I am trying to filter pairs (identified by id
) based on conditions. I have the following data frame,
id <- c(1,1,2,2,1,1,3,3,4,4)
PorF <- c("start","fail","start","pass","start","pass","start","pass","start","fail")
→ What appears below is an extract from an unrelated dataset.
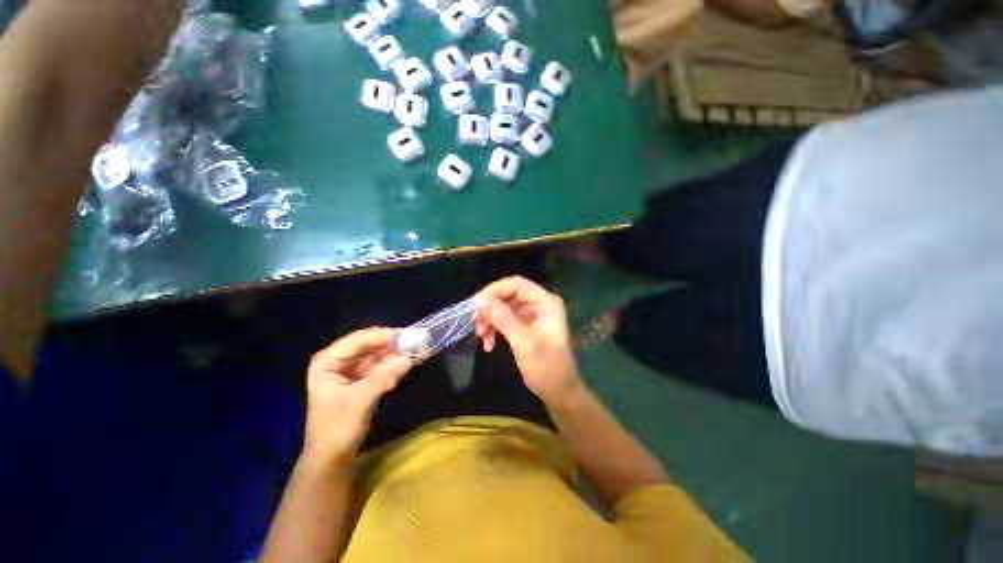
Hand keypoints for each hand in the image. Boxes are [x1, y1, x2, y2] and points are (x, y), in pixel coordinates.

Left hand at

timest <- c(as.POSIXct("2021-05-08 08:15:07"),
as.POSIXct("2021-05-08 08:15:45"),
as.POSIXct("2021-05-28 08:17:09"),
as.POSIXct("2021-05-28 08:17:25"),
as.POSIXct("2021-05-28 08:32:07"),
as.POSIXct("2021-05-28 08:32:12"),
as.POSIXct("2021-05-28 08:33:14"),
as.POSIXct("2021-05-28 08:33:45"),
as.POSIXct("2021-05-28 08:34:12"),
as.POSIXct("2021-05-28 08:34:56"))
testdf <- data.frame(id, PorF, timest)
testdf
> testdf
id PorF timest
1 1 start 2021-05-08 08:15:07
2 1 fail 2021-05-08 08:15:45
3 2 start 2021-05-28 08:17:09
4 2 pass 2021-05-28 08:17:25
5 1 start 2021-05-28 08:32:07
6 1 pass 2021-05-28 08:32:12
7 3 start 2021-05-28 08:33:14
8 3 pass 2021-05-28 08:33:45
9 4 start 2021-05-28 08:34:12
10 4 fail 2021-05-28 08:34:56
I want to filter those IDs that has a start and a pass. All the pairs with start and fail should be filtered out.
My expected output should look like this,
> filtered_testdf
id PorF timest
2 start 2021-05-28 08:17:09
2 pass 2021-05-28 08:17:25
1 start 2021-05-28 08:32:07
1 pass 2021-05-28 08:32:12
3 start 2021-05-28 08:33:14
3 pass 2021-05-28 08:33:45
What I am trying is this which is not giving what I want,
testdf |>
group_by(id) |>
filter(PorF == "start" & PorF == "pass")
Any idea how to achieve the expected result?
You can do:
library(tidyverse)
testdf |>
mutate(id_helper = cumsum(PorF == "start")) |>
filter(any(PorF == "start") & any(PorF == "pass"), .by = id_helper)
Or equivalently:
testdf |>
mutate(id_helper = cumsum(PorF == "start")) |>
filter(!any(PorF == "fail"), .by = id_helper)
id PorF timest id_helper
1 2 start 2021-05-28 08:17:09 2
2 2 pass 2021-05-28 08:17:25 2
3 1 start 2021-05-28 08:32:07 3
4 1 pass 2021-05-28 08:32:12 3
5 3 start 2021-05-28 08:33:14 4
6 3 pass 2021-05-28 08:33:45 4
Note that I had to create an additional id variable since (see my comment above) there are several pairs of rows with the same id (i.e. id 1 has two pairs).